Dalam sejarah film dunia, istilah ‘film pendek’ mulai populer sejak tahun 50-an. Alur perkembangan terbesar film pendek memang dimulai dari Jerman dan Perancis. Para penggagas Manifesto Oberhausen di Jerman dan kelompok Jean Mitry di Perancis. Di kota Oberhausen sendiri, kemudian muncul Oberhausen Kurzfilmtage yang saat ini merupakan festival film pendek tertua di dunia; sementara saingannya adalah Festival du Court Metrage de Clermont-Ferrand yang diadakan tiap tahun di Paris. Sejak gerakan-gerakan ini muncul, film pendek telah mendapatkan tempatnya di pemirsa film Eropa. Festival-festival film pendek menjadi ajang eksibisi utama yang selalu sarat pengunjung, apalagi kemudian didukung dengan banyak munculnya cinema house bervolume kecil untuk dapat menonton karya-karya film pendek di hampir setiap sudut kota di Eropa.

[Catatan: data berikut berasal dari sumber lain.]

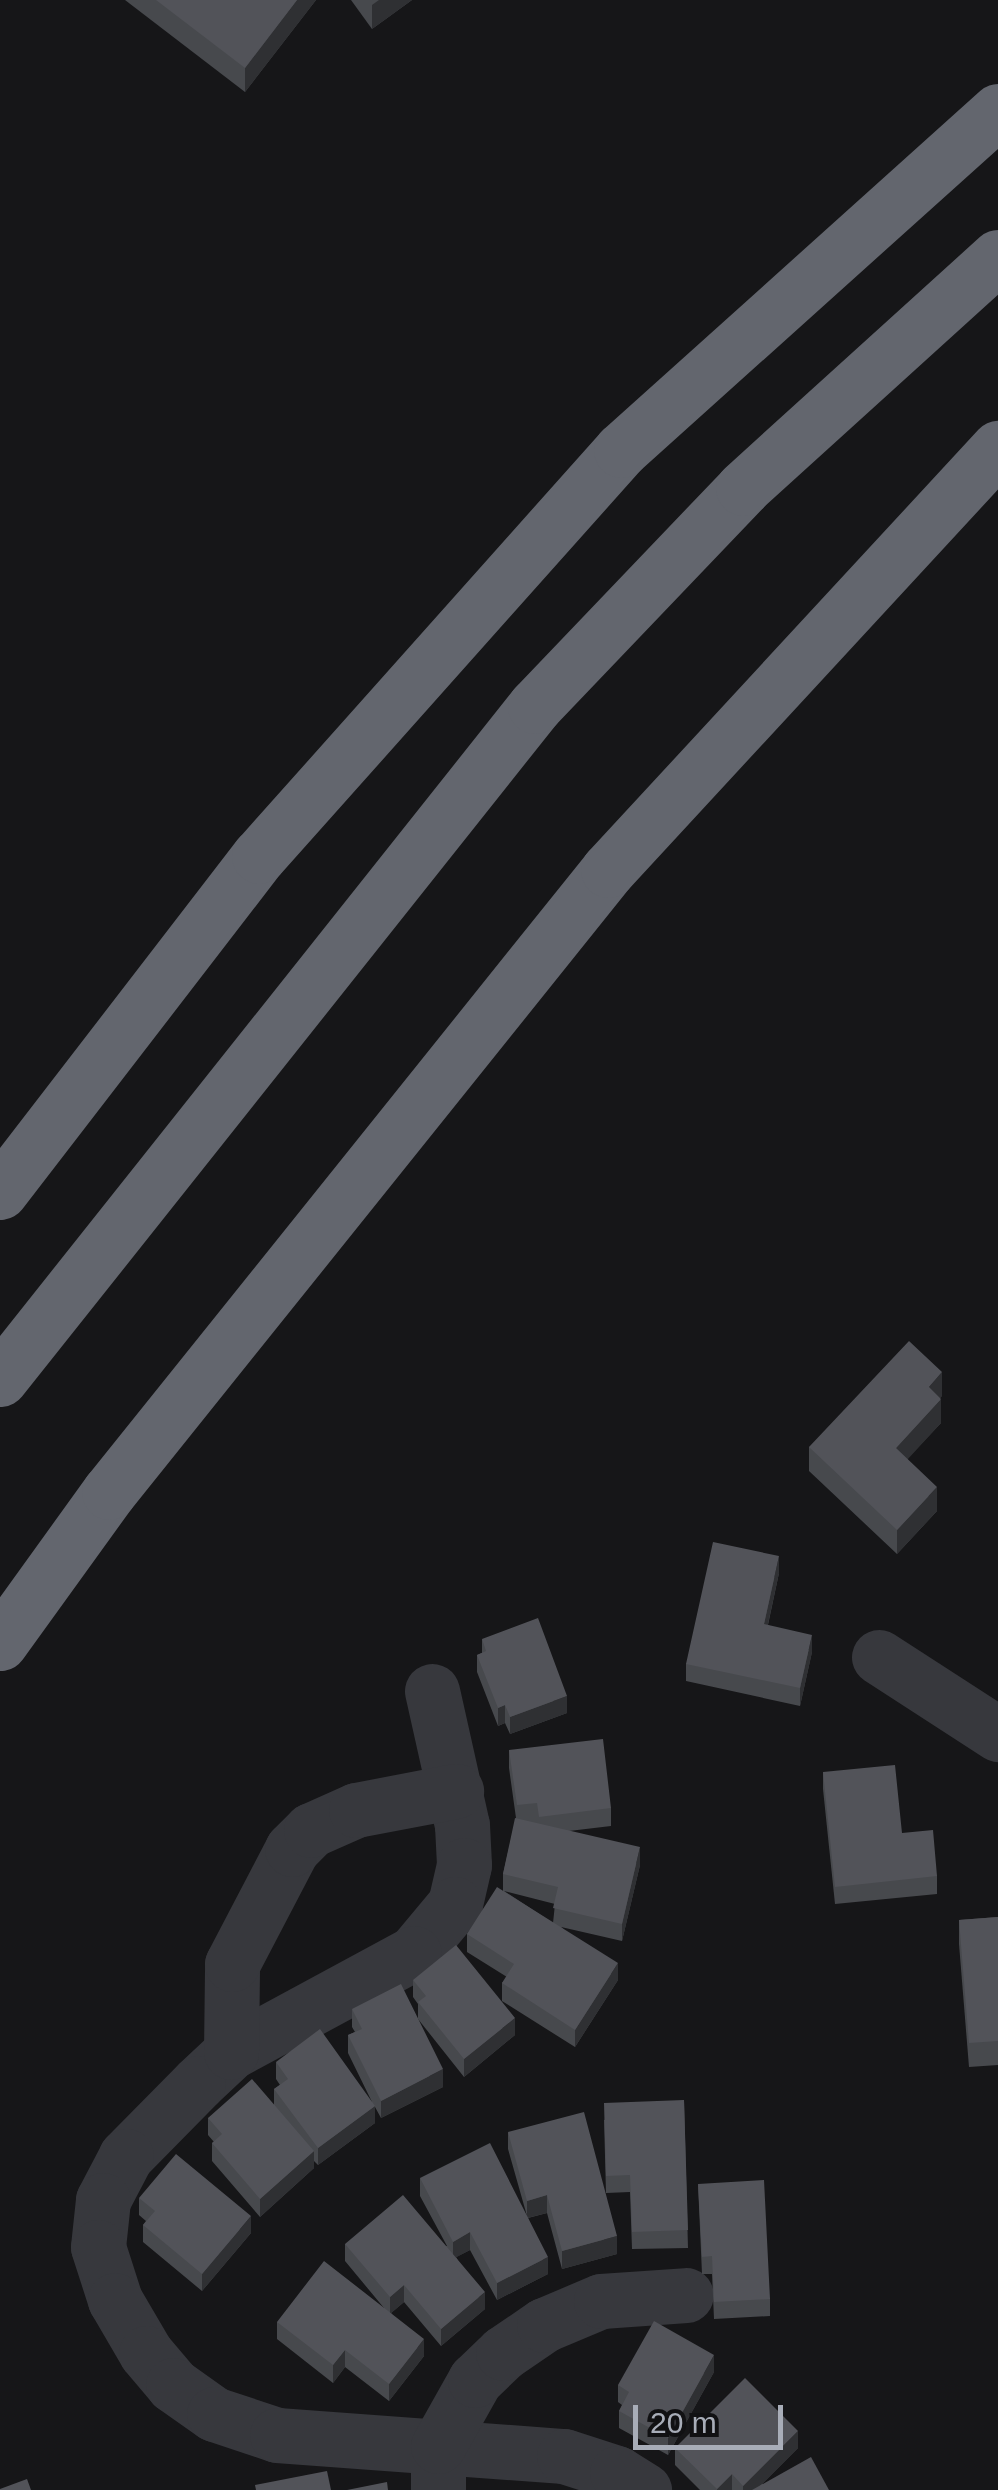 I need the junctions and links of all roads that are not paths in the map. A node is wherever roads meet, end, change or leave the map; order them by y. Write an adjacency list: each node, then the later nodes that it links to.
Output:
1 (998, 111): 4 (highway)
2 (998, 256): 5 (highway)
3 (998, 448): 6 (highway)
4 (0, 1192)
5 (0, 1380)
6 (0, 1642)
7 (879, 1656): 9 (street)
8 (432, 1691): 10 (street)
9 (998, 1734)
10 (456, 1790): 11 (street); 11 (street)
11 (231, 2052): 13 (street)
12 (686, 2294): 13 (street)
13 (438, 2468): 14 (street)
14 (644, 2490)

Di Indonesia, film pendek sampai saat ini selalu menjadi pihak marjinal –sekali lagi, dari sudut pandang pemirsa- .Film pendek memiliki sejarahnya sendiri yang sering terlupakan. Secara praktis, film pendek Indonesia mulai muncul di kalangan pembuat film Indonesia sejak adanya pendidikan sinematografi di IKJ. Perhatian para penikmat film pada era 70-an dapat dikatakan cukup baik dalam membangun atmosfer positif bagi perkembangan film pendek di Jakarta. Bahkan, Dewan Kesenian Jakarta mengadakan Festival Film Mini setiap tahunnya mulai 1974, dimana format film yang diterima oleh festival tersebut hanyalah seluloid 8mm. Akan tetapi sangat disayangkan kemudian Festival Film Mini ini berhenti pada tahun 1981 karena kekurangan dana.
Pada 1975, muncul Kelompok Sinema delapan yang dimotori Johan Teranggi dan Norman Benny. Kelompok ini secara simultan terus mengkampanyekan pada masyarakat bahwa seluloid 8mm dapat digunakan sebagai media ekspresi kesenian.
Hubungan internasional mulai terbangun, di antaranya dengan para film maker Eropa terutama dengan Festival Film Pendek Oberhausen, ketika untuk pertama kali-nya film pendek Indonesia berbicara di muka dunia di tahun 1984. Keadaan ini memancing munculnya Forum Film Pendek di Jakarta, yang berisikan para seniman, praktisi film, mahasiswa dan penikmat film dari berbagai kampus untuk secara intensif membangun jaringan yang baik di kalangan pemerhati film.
Akan tetapi, Forum Film Pendek hanya bertahan dua tahun saja. Secara garis besar, keadaan film pendek di Indonesia memang dapat dikatakan ironis. Film pendek Indonesia hampir tidak pernah tersampaikan ke pemirsa lokal-nya secara luas karena miskinnya ajang-ajang eksibisi dalam negeri. Padahal di sisi lain, di dunia internasional, film pendek Indonesia cukup mampu berbicara dan eksis. Dari sejak karya-karya Slamet Rahardjo, Gotot Prakosa, Nan T. Achnas, Garin Nugroho, sampai ke generasi Riri Riza dan Nanang Istiabudi.